Your objective: How many separate lines of the data contain "Avenida"? Give the count and nothing else.

Input:
┌──
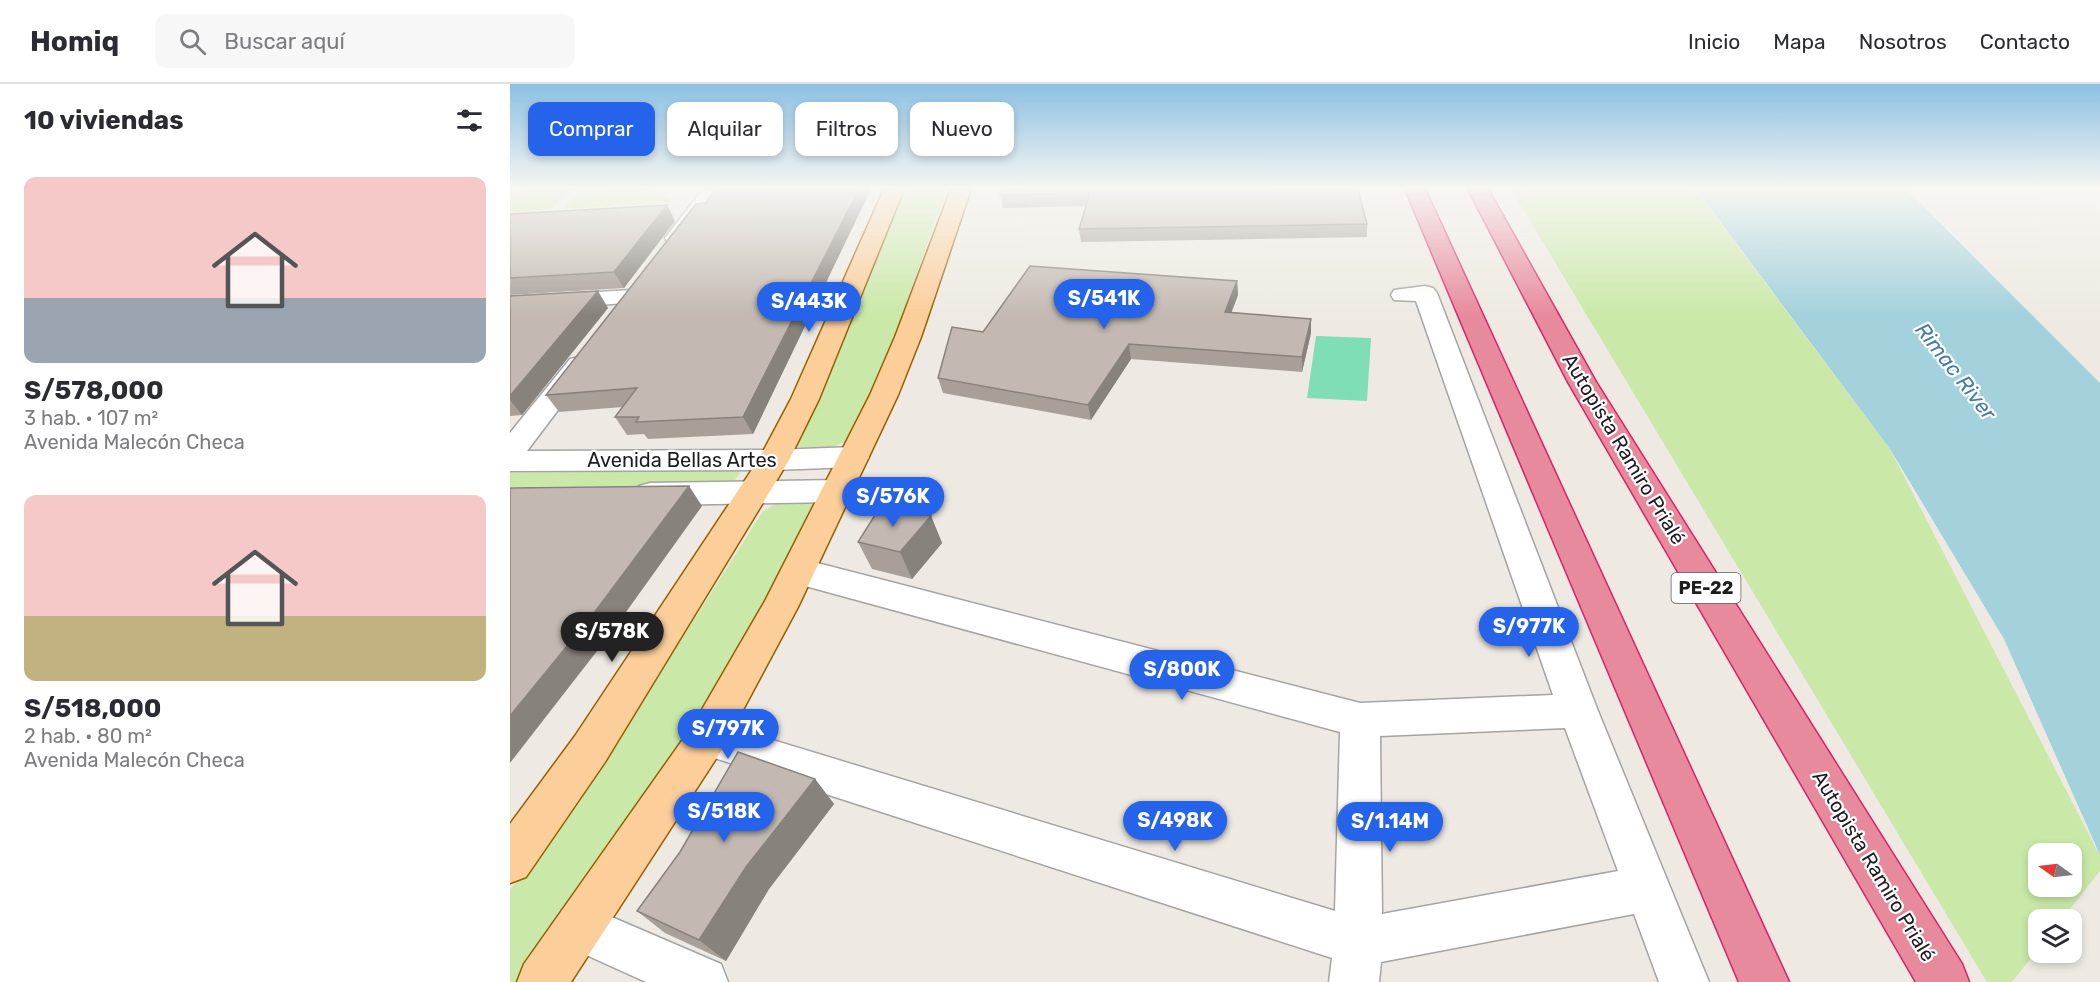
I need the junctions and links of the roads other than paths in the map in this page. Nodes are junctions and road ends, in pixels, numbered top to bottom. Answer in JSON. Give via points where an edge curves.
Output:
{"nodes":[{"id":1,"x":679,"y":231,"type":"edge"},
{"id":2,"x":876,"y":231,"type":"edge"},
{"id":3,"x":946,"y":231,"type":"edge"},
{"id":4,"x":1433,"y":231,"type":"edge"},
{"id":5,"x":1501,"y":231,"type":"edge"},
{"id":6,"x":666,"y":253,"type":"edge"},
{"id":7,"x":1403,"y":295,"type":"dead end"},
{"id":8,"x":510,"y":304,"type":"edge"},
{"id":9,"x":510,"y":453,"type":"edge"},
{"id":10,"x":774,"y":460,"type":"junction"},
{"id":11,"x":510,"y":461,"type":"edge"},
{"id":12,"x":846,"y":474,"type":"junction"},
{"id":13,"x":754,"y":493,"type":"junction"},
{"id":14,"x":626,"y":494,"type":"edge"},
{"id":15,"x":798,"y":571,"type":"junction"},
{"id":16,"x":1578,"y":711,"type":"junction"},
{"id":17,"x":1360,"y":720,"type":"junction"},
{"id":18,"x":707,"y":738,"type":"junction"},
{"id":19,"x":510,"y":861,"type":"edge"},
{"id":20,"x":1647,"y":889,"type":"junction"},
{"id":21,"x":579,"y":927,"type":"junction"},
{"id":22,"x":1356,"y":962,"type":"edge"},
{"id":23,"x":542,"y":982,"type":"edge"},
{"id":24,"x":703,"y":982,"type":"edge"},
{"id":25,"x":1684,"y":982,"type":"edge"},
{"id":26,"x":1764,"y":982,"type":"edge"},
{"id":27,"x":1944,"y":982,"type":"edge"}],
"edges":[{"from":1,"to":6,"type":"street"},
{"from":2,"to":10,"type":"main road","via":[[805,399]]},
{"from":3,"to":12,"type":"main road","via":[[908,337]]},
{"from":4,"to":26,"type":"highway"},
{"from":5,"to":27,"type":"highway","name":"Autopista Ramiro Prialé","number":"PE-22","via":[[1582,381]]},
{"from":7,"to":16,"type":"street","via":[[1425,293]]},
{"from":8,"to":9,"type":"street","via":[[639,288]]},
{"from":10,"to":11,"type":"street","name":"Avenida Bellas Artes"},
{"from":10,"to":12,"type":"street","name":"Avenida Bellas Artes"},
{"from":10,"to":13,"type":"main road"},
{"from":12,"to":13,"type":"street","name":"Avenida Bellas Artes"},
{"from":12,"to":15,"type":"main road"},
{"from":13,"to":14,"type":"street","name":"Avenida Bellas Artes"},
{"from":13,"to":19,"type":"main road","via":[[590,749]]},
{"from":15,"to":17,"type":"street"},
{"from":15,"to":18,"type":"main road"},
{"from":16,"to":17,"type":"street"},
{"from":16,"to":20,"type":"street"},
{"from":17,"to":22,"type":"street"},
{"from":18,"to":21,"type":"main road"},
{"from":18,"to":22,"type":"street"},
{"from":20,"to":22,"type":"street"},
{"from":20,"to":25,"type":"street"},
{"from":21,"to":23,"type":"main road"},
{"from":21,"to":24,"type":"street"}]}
└──
Task response: 4